**Exercise instructions:**
Among the entries below, find the lines with the word "dead" and copy them.

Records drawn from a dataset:
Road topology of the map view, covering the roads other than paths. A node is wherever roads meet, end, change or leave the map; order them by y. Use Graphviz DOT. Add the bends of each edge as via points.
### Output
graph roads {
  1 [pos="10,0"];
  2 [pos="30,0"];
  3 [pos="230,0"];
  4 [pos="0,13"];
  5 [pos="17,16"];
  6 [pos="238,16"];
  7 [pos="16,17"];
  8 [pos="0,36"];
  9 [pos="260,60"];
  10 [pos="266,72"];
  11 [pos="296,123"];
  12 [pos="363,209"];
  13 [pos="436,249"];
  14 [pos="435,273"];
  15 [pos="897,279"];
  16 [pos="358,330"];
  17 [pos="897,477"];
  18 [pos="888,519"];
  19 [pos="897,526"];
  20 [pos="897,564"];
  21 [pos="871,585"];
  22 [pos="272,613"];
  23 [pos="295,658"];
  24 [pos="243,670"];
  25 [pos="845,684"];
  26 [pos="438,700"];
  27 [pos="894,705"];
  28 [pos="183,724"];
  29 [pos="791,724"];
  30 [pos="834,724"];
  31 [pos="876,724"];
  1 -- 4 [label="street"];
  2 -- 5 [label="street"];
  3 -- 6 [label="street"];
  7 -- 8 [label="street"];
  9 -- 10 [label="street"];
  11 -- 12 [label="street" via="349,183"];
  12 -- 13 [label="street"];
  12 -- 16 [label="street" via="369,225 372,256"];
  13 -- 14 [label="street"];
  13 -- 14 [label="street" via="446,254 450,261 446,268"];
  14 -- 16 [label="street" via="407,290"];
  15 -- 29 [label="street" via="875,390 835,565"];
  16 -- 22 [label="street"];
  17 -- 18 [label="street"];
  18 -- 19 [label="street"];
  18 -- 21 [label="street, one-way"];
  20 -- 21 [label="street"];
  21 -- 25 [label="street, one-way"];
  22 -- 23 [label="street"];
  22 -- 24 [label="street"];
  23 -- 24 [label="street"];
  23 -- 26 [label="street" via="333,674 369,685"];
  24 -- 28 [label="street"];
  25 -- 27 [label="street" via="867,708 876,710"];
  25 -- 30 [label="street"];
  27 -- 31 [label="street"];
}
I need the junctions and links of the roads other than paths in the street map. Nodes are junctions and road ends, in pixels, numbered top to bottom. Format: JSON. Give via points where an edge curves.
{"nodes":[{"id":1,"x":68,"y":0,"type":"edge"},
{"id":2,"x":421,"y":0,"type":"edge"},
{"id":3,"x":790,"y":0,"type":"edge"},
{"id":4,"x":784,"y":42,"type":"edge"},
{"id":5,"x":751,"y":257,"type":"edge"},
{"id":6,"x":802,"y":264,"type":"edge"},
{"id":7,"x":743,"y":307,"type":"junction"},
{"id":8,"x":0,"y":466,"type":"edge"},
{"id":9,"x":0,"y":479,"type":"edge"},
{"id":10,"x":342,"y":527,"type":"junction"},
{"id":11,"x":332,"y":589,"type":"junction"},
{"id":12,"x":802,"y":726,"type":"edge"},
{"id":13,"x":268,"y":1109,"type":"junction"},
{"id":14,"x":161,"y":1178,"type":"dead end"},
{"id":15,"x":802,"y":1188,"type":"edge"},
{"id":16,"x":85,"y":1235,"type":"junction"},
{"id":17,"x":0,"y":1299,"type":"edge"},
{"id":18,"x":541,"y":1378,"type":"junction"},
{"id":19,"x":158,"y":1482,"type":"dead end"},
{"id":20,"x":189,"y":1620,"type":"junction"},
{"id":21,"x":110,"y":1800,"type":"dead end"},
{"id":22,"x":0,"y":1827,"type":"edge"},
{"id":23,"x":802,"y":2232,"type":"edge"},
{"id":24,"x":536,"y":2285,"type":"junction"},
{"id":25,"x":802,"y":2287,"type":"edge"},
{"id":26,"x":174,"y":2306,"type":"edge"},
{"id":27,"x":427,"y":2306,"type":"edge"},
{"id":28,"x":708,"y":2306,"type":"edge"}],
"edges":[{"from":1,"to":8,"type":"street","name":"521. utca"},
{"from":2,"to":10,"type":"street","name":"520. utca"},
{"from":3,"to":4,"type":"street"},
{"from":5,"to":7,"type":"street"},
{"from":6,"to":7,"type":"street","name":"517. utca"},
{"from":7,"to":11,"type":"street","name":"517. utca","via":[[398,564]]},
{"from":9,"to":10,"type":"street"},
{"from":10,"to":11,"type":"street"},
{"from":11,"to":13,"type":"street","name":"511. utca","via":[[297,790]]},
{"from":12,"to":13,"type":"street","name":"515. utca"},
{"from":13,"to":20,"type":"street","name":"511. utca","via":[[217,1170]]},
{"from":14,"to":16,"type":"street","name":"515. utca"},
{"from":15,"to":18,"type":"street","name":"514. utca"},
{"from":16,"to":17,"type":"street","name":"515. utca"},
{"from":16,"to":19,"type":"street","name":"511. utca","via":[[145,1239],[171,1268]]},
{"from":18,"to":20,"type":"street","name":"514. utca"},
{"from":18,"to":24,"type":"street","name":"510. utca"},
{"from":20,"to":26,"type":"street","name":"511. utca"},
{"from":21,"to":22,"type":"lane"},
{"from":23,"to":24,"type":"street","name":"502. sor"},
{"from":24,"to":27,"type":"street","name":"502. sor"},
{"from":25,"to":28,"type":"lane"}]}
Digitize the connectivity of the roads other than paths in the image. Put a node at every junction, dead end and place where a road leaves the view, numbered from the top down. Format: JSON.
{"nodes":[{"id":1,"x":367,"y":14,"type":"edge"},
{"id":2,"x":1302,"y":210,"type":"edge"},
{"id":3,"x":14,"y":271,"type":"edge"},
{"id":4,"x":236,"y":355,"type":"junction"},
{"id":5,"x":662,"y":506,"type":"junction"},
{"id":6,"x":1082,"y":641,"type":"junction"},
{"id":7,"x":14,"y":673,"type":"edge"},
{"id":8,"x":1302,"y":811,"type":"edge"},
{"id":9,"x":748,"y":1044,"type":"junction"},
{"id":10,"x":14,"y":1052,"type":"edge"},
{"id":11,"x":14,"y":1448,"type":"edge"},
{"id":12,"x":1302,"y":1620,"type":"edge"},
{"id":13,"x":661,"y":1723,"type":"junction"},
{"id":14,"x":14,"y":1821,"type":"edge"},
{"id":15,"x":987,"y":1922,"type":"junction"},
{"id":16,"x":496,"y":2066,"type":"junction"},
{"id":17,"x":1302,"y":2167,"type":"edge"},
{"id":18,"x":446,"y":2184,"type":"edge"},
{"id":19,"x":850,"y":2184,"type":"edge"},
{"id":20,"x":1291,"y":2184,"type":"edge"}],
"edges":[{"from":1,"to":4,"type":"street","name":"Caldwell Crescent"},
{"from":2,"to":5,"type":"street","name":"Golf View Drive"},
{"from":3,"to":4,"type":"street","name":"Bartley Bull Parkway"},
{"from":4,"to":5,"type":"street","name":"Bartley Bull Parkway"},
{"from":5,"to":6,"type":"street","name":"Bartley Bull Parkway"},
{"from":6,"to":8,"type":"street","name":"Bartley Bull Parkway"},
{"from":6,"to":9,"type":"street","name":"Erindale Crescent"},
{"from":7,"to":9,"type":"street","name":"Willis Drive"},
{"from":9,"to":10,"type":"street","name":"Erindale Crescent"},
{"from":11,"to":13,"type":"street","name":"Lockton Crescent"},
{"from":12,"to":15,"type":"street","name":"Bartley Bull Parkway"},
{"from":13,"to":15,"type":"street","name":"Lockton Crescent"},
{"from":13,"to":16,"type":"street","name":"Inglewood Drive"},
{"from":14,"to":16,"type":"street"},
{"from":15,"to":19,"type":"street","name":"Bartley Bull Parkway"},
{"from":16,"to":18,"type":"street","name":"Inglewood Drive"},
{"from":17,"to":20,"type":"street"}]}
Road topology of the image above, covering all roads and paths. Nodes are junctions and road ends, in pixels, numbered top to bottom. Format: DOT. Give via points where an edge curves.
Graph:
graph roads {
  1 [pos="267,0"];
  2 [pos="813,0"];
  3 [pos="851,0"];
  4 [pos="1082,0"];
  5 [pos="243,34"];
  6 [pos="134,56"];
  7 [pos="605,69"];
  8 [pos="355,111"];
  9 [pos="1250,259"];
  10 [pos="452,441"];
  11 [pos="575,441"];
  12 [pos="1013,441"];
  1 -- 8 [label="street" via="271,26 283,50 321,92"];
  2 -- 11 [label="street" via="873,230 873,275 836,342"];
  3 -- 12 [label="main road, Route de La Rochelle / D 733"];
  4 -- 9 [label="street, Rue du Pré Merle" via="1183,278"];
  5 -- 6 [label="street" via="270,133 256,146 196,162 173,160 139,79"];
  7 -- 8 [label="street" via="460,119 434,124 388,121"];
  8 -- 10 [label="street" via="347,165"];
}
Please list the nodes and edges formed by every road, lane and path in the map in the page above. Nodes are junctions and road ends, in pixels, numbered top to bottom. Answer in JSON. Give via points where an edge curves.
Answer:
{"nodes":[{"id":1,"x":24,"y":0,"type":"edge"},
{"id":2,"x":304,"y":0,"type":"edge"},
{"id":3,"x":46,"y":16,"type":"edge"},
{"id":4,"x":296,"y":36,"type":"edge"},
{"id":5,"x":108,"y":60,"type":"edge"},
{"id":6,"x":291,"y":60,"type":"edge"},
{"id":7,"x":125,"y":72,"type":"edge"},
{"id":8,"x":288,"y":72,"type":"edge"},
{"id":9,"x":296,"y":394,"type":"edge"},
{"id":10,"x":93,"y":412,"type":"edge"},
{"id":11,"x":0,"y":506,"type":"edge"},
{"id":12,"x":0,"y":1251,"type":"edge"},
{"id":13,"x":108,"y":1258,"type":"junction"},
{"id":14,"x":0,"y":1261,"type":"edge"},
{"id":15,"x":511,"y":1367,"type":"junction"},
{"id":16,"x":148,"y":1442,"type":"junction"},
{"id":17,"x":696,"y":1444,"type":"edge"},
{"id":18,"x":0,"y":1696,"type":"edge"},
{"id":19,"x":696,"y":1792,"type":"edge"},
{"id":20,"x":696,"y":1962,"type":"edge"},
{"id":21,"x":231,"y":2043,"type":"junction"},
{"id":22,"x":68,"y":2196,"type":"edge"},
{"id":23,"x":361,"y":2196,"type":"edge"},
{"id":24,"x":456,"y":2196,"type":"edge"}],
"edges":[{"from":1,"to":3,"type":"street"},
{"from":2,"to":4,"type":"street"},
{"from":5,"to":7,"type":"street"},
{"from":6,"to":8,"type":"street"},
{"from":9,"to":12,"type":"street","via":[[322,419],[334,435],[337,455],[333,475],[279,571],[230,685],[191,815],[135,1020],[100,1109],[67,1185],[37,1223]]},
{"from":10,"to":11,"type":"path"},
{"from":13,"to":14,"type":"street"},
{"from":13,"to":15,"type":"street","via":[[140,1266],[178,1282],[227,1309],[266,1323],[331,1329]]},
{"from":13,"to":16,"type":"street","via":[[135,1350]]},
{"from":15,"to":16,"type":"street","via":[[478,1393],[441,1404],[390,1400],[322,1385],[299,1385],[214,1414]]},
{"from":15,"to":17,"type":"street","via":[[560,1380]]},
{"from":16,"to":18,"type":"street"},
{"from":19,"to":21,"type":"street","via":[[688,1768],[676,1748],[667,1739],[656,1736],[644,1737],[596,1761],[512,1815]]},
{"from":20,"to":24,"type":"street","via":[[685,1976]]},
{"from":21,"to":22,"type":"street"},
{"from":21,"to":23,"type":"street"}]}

**Exercise output:**
{"id":14,"x":161,"y":1178,"type":"dead end"},
{"id":19,"x":158,"y":1482,"type":"dead end"},
{"id":21,"x":110,"y":1800,"type":"dead end"},
Digitize the connectivity of the roads other than paths in the image. Put a node at every junction, dead end and place where a road leaves the view, numbered from the top down. Format: JSON.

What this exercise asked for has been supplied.